This function copies files from cloud sources to local destination directory If cloud source is not indexed, or has expired index, it runs indexing It also creates .edatachain file by default, if not specified differently

Source code in datachain/catalog/catalog.py

def cp(
    self,
    sources: list[str],
    output: str,
    force: bool = False,
    update: bool = False,
    recursive: bool = False,
    edatachain_file: Optional[str] = None,
    edatachain_only: bool = False,
    no_edatachain_file: bool = False,
    no_glob: bool = False,
    ttl: int = TTL_INT,
    *,
    client_config=None,
) -> list[dict[str, Any]]:
    """
    This function copies files from cloud sources to local destination directory
    If cloud source is not indexed, or has expired index, it runs indexing
    It also creates .edatachain file by default, if not specified differently
    """
    client_config = client_config or self.client_config
    node_groups = self.enlist_sources_grouped(
        sources,
        ttl,
        update,
        no_glob,
        client_config=client_config,
    )

    always_copy_dir_contents, copy_to_filename = prepare_output_for_cp(
        node_groups, output, force, edatachain_only, no_edatachain_file
    )
    dataset_file = check_output_dataset_file(
        output, force, edatachain_file, no_edatachain_file
    )

    total_size, total_files = collect_nodes_for_cp(node_groups, recursive)

    if total_files == 0:
        # Nothing selected to cp
        return []

    desc_max_len = max(len(output) + 16, 19)
    bar_format = (
        "{desc:<"
        f"{desc_max_len}"
        "}{percentage:3.0f}%|{bar}| {n_fmt:>5}/{total_fmt:<5} "
        "[{elapsed}<{remaining}, {rate_fmt:>8}]"
    )

    if not edatachain_only:
        with get_download_bar(bar_format, total_size) as pbar:
            for node_group in node_groups:
                node_group.download(recursive=recursive, pbar=pbar)
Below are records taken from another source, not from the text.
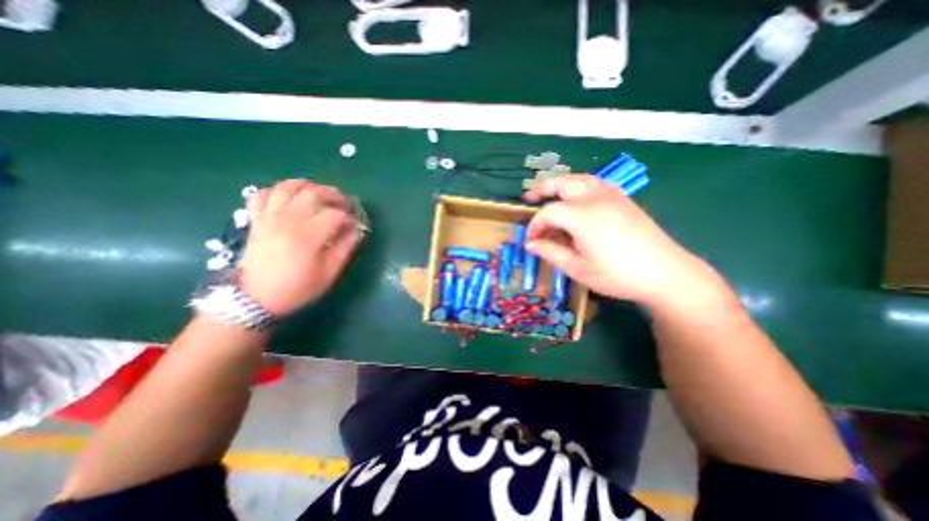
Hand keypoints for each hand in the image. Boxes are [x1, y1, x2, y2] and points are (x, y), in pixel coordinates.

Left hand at [236, 180, 357, 317]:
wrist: (255, 299)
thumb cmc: (297, 288)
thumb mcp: (329, 273)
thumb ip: (345, 249)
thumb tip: (357, 230)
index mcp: (308, 236)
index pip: (335, 214)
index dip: (350, 217)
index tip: (355, 225)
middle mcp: (287, 220)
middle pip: (313, 192)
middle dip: (334, 194)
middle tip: (344, 203)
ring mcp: (269, 217)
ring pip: (287, 187)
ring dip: (307, 185)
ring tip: (319, 193)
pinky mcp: (256, 220)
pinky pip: (262, 194)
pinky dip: (276, 190)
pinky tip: (289, 198)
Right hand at [525, 175, 720, 308]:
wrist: (666, 273)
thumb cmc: (618, 274)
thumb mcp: (578, 269)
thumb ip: (551, 253)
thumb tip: (530, 245)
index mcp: (581, 216)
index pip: (548, 213)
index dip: (535, 225)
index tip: (530, 240)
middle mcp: (595, 198)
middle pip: (562, 182)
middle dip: (542, 188)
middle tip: (528, 198)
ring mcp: (612, 196)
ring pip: (580, 178)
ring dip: (561, 183)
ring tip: (551, 193)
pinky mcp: (624, 200)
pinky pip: (596, 183)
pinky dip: (580, 185)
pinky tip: (579, 197)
    instantiate_node_groups(
        node_groups,
        output,
        bar_format,
        total_files,
        force,
        recursive,
        edatachain_only,
        always_copy_dir_contents,
        copy_to_filename,
    )
    if no_edatachain_file:
        return []

    metafile_data = compute_metafile_data(node_groups)
    if metafile_data:
        # Don't write the metafile if nothing was copied
        print(f"Creating '{dataset_file}'")
        with open(dataset_file, "w", encoding="utf-8") as fd:
            yaml.dump(metafile_data, fd, sort_keys=False)

    return metafile_data

create_dataset ¶

create_dataset(
    name: str,
    version: Optional[int] = None,
    *,
    columns: Sequence[Column],
    feature_schema: Optional[dict] = None,
    query_script: str = "",
    create_rows: Optional[bool] = True,
    validate_version: Optional[bool] = True,
    listing: Optional[bool] = False
) -> DatasetRecord

Creates new dataset of a specific version. If dataset is not yet created, it will create it with version 1 If version is None, then next unused version is created. If version is given, then it must be an unused version number.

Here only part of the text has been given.